What Facebook's new government-enforced privacy restrictions mean for you

Facebook must comply with new privacy restrictions on how it handles your data, including telephone numbers and facial recognition. Here's what they are and how they'll apply to you.

Credit: Facebook

Facebook’s record $5 billion fine that it will pay to the Federal Trade Commission will do little to stop Facebook from trying to slurp up as much of your data as it can, with two exceptions: facial recognition and telephone numbers. Instead, the Facebook-FTC agreement is primarily intended to stem the tide of your data flowing through Facebook and out to third-party developers. 

Facebook agreed to pay a $5 billion fine and submit to a 20-year oversight program Wednesday as part of an FTC order agreed to by both companies—punishment for Facebook’s unwillingness to adhere to another, separate 2012 FTC order that also governed user data privacy. As many have noted, the $5 billion fine is a slap on the wrist: Facebook recorded $15 billion in revenue for the March 2019 quarter alone.

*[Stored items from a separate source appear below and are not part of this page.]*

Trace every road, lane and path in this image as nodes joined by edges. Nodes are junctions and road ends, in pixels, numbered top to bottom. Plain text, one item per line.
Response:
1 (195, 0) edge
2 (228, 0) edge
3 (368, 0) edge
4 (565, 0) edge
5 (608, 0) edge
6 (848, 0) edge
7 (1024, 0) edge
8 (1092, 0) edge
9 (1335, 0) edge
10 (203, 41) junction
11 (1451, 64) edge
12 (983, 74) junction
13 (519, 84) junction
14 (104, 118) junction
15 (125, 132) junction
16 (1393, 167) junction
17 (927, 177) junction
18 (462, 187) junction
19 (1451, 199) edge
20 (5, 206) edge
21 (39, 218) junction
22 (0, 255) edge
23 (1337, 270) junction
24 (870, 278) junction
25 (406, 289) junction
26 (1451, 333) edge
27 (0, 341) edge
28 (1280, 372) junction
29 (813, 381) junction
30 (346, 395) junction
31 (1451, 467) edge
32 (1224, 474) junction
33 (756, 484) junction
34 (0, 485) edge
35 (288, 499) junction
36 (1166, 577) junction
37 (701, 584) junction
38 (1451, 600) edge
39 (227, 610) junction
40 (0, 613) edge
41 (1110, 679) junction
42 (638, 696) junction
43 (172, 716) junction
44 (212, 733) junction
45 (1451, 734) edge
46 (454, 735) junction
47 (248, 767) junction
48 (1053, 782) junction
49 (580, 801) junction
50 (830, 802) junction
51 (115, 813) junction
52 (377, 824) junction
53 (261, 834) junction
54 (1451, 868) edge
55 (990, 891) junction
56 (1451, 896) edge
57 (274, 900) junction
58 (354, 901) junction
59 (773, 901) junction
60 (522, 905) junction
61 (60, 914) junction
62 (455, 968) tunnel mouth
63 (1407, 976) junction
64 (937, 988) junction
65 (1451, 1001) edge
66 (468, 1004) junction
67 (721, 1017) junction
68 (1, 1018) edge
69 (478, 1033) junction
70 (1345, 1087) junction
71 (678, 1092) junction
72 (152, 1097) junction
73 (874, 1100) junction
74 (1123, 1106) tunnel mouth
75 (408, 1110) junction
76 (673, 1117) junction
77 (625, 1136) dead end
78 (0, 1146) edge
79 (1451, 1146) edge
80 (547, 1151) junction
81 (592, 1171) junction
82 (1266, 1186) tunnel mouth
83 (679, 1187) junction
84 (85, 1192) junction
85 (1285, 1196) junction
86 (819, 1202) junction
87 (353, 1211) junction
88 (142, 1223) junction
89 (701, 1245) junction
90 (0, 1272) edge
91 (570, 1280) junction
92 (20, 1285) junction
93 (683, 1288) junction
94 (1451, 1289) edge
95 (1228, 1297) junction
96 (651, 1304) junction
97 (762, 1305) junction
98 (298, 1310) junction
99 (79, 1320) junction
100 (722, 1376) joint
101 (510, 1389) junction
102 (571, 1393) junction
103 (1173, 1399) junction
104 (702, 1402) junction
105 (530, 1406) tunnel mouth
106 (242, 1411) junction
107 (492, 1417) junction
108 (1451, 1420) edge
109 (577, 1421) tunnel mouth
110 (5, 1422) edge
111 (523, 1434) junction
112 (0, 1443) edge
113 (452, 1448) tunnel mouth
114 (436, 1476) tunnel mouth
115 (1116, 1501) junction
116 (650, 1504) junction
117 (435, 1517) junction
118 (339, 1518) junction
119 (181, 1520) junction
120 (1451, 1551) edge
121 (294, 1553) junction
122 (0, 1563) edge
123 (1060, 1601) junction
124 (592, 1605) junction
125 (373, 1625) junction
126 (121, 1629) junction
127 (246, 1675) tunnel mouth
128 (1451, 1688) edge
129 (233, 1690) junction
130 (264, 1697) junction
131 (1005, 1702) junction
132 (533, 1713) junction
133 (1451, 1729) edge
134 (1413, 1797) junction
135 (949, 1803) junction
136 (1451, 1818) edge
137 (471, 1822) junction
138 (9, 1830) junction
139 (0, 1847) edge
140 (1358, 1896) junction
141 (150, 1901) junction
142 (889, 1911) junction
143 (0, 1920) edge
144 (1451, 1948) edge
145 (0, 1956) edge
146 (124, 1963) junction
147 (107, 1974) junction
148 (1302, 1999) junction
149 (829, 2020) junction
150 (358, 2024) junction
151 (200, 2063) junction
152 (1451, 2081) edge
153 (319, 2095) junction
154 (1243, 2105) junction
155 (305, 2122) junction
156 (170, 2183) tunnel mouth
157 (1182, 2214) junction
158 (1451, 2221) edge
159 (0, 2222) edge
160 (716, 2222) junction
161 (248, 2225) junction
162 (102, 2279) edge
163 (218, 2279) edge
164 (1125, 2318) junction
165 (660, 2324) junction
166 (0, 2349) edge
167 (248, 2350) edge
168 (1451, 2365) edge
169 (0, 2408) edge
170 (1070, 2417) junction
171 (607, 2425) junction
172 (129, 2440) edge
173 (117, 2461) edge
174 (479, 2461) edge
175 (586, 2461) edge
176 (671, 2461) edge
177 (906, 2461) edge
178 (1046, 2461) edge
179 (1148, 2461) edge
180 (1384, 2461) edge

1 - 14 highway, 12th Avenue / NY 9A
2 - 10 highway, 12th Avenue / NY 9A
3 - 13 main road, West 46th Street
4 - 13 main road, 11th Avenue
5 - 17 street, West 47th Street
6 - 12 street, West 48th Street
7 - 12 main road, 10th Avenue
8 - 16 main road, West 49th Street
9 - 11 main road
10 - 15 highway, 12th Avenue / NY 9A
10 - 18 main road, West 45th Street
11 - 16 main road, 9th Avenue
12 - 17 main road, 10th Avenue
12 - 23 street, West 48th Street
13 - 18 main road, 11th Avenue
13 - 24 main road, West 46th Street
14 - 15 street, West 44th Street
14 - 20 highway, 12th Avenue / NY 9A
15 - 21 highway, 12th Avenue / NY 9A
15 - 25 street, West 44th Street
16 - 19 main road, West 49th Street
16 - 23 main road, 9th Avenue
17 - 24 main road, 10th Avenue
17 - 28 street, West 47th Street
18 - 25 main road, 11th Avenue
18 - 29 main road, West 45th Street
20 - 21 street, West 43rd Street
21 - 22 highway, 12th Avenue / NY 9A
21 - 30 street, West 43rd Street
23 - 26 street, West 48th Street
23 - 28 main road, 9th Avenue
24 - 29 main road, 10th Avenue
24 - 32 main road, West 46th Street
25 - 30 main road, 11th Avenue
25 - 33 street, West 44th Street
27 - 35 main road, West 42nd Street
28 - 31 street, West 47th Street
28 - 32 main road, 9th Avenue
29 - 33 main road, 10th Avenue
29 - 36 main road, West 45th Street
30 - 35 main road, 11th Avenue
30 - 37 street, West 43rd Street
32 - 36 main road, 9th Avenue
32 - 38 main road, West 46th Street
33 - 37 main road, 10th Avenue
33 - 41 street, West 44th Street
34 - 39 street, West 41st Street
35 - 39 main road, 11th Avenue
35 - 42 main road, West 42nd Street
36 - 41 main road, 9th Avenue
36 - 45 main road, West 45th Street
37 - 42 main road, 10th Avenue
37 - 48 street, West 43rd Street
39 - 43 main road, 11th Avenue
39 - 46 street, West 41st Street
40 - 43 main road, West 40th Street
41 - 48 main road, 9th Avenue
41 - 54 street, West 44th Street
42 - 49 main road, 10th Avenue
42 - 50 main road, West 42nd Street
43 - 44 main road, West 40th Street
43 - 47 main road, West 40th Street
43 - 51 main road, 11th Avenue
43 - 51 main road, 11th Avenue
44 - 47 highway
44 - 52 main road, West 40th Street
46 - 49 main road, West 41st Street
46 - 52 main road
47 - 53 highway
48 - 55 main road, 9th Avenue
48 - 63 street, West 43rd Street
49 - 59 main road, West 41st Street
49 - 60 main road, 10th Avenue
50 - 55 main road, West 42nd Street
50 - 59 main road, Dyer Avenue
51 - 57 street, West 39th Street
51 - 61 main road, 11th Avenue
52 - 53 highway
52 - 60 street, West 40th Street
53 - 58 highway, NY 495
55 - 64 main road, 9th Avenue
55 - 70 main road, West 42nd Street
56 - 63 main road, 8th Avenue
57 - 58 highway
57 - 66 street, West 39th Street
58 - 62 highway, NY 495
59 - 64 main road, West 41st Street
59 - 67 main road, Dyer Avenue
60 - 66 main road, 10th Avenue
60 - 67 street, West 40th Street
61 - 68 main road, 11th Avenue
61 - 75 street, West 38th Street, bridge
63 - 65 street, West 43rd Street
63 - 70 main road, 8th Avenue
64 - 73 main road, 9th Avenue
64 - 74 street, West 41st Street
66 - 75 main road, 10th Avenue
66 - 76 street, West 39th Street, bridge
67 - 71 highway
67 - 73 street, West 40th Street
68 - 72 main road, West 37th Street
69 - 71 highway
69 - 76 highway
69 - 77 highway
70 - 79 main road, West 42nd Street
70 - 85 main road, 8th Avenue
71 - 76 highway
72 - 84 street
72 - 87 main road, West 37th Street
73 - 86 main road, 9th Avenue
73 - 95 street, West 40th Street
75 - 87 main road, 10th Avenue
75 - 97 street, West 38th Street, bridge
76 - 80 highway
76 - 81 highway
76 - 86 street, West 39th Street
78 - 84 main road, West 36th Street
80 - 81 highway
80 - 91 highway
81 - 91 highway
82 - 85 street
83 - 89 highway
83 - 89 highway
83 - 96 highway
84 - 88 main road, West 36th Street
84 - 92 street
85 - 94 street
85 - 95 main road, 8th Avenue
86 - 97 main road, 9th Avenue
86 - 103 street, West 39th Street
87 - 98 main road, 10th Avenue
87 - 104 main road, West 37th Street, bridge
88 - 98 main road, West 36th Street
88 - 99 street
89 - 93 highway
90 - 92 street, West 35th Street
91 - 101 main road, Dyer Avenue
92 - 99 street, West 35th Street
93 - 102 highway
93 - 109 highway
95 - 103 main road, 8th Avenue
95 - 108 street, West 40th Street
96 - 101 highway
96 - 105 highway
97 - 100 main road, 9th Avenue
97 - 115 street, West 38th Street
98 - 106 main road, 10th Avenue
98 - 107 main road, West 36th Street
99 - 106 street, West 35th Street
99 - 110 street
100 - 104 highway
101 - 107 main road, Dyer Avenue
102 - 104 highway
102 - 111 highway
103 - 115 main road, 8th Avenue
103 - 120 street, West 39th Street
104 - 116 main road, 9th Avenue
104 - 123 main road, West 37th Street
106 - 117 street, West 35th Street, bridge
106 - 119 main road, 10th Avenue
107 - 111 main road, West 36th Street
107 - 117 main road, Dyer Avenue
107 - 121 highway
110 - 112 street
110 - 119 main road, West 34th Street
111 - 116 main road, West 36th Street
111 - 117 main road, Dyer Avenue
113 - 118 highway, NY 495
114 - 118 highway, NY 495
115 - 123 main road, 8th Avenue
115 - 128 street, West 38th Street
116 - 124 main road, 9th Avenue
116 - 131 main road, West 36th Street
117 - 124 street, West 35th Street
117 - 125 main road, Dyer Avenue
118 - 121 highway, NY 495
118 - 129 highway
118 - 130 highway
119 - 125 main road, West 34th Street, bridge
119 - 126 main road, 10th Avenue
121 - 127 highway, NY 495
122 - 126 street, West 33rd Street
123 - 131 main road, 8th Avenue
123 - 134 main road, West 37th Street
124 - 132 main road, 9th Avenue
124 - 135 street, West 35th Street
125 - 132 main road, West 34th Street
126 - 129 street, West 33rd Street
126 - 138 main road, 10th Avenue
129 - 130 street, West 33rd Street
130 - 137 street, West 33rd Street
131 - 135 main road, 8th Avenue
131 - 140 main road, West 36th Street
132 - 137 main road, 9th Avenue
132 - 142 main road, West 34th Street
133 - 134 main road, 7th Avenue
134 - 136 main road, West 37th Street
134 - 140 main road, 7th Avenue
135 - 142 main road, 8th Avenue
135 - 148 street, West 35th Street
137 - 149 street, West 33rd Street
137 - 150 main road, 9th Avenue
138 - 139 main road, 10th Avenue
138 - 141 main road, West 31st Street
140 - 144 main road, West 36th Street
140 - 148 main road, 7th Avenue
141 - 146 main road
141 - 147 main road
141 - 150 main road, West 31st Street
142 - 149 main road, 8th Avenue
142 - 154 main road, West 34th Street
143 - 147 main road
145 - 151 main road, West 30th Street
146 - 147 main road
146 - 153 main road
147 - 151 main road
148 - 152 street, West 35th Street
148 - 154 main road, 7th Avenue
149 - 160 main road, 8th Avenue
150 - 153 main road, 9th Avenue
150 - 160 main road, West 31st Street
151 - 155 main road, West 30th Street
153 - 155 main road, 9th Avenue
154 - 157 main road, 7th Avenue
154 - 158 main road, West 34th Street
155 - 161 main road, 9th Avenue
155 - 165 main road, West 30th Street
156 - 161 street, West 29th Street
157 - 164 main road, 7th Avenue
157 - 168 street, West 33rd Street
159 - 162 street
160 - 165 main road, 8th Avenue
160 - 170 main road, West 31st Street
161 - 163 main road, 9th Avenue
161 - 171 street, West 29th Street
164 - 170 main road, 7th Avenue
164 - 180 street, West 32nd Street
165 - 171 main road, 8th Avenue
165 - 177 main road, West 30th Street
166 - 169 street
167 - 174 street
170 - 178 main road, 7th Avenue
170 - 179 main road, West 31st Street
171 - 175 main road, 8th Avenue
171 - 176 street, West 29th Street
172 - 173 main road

Many of the changes the FTC will enforce will be structural, and their impact on how Facebook does business can’t be accurately predicted. Probably the most significant will be the creation of an independent privacy committee, named by the company’s board. Those members can be fired only by a supermajority of the board itself. That’s significant, as chief executive Mark Zuckerberg personally owns a majority of Facebook shares, giving him control over the company.

Facebook will also be forced to name privacy compliance officers, who must be approved by the board’s privacy committee. These privacy officers will be responsible for enforcing the FTC order, and will provide quarterly certifications to the FTC that they’re adhering to it. Once a year, Zuckerberg and the privacy committee will also be subject to an annual review by the FTC.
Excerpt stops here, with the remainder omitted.